Published Oct. 12, 2015

 If Armed Guards Can Protect Our Money, Why Not Our Kids?

It may not be welcome news to some gun enthusiasts, the ones who think there are no restrictions on their right to bear arms, but there are.

None of our rights come without limits. The First Amendment says we have freedom of speech. But we can't falsely yell fire in a crowded theater, without getting charged with a crime. We can't libel someone we don't like, without paying a price. We can't take to the streets to incite violence.

There's no question that the Second Amendment gives us the right to bear arm. But we can't buy surface to air missiles and claim the Second Amendment gives us that right. With rights come limits.

But here's what the other side, the anti-gun side, either is incapable of understanding or simply doesn't want to understand: In certain situations, the only force that can stop a bad guy with a gun is a good guy with a gun.

I know it sounds like the kind of thing that belongs on a bumper sticker, the kind of shallow nonsense that no serious person can actually believe. But it's true. If someone is shooting up a college campus, we better hope there's a good guy with a gun nearby to stop the carnage.

Here's the crazy part: While even anti-gun liberals have no problem when guards in banks carry guns to protect … money, they have a big problem with the concept of guards at schools carrying guns to protect … students. Does this make sense?

If there were laws that would eliminate, or just cut down, on mass murders at schools and churches or anyplace else, I'd be for those laws — as long as they were constitutional. So, let's close the so-called gun show loophole, and let's pass reasonable legislation on magazines that hold a hundred rounds of ammunition, and if there are other ways to stop the madness, and they don't violate the Constitution, count me in.

So I'm with President Obama when he says the carnage has to stop, that something is terribly wrong when mass murder in America becomes routine. But what the president doesn't acknowledge is that none of the laws he favors would have stopped the gunman in Oregon — or almost anyplace else.
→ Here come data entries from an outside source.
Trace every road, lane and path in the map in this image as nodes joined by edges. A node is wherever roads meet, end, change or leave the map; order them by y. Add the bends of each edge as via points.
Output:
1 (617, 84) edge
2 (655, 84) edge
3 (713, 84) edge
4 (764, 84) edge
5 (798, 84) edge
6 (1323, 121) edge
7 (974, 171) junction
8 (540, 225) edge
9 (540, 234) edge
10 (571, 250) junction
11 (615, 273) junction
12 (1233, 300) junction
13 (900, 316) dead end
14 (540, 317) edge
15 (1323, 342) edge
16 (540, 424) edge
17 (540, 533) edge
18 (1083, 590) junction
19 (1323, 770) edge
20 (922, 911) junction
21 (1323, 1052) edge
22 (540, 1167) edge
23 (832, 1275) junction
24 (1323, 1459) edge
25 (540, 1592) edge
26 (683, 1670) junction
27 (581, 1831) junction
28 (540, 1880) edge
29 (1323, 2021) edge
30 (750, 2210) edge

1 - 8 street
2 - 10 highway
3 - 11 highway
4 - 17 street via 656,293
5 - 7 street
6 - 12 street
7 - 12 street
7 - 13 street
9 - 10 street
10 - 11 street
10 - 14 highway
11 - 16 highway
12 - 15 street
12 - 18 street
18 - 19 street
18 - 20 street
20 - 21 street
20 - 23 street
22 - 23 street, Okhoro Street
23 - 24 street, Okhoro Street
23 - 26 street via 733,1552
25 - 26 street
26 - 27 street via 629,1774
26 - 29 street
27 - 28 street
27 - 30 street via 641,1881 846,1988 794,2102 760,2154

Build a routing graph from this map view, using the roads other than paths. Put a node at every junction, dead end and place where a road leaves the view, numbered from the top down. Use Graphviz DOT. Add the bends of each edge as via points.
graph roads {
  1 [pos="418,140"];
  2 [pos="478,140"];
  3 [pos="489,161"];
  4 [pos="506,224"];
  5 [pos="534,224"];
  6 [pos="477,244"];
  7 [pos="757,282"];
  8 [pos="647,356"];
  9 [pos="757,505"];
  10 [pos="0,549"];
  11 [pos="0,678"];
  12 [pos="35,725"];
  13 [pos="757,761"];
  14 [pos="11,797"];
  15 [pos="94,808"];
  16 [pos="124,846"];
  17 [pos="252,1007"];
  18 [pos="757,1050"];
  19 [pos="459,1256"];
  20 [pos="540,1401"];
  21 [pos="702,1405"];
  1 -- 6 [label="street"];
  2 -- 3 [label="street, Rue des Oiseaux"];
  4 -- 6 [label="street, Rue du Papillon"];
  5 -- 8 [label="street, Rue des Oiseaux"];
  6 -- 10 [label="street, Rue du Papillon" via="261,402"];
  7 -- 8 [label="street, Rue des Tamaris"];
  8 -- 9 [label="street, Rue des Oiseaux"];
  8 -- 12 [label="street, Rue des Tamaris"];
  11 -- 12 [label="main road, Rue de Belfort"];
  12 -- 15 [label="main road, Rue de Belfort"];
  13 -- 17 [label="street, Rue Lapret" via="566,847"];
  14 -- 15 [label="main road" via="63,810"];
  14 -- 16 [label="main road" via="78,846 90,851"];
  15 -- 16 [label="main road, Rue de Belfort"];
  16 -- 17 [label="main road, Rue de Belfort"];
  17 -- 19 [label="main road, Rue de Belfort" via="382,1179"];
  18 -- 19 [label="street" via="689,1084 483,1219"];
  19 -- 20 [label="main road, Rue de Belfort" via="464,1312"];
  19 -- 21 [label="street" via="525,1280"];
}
Time and again, the killer turns out to be a young man who feels alienated, who knows he doesn't fit in and doesn't like it, who can't get a date and who is perpetually angry over that in particular or his lot in life in general. What law is going to deal with that? We can't lock people up for being angry. And how do we make it illegal to sell guns to angry, alienated young men who can't find female companionship — if they haven't been committed and never broke the law?

The problem is a lot tougher than President Obama and other liberals make it out to be. I suspect if the president could simply snap his fingers, he would issue an executive order to erase the Second Amendment and outlaw all guns in the hands of the American people. He'll never admit this, of course, but it's what a lot of liberals really want. But they know that won't happen, so what to do?

After the Oregon shootings, a forensic psychologist wrote to me with an idea. He said not only should the killers name not be mentioned in the media as a way to prevent copycats, but also the shooting itself should be kept from the public — because "attention is their goal." He later reconsidered and backed off his prescription for a total news blackout, writing that "it would be nice if some responsible middle ground between coverage and obsessive coverage could be found."

I agree. Wall-to-wall coverage that goes on for hours and hours, I suspect, is more likely to influence copycats than simply mentioning the killer's name.

But it's a safe bet that some Americans (who blame the media for just about everything that goes wrong in our culture) would like a total news blackout — no news on mass murders because they don't want to give the gunman the attention he supposedly craves.

While a news blackout may in some instances prevent copycat murders, it's just not how we operate in a free country. What other bad news should we keep secret from the American people — for the good of the American people?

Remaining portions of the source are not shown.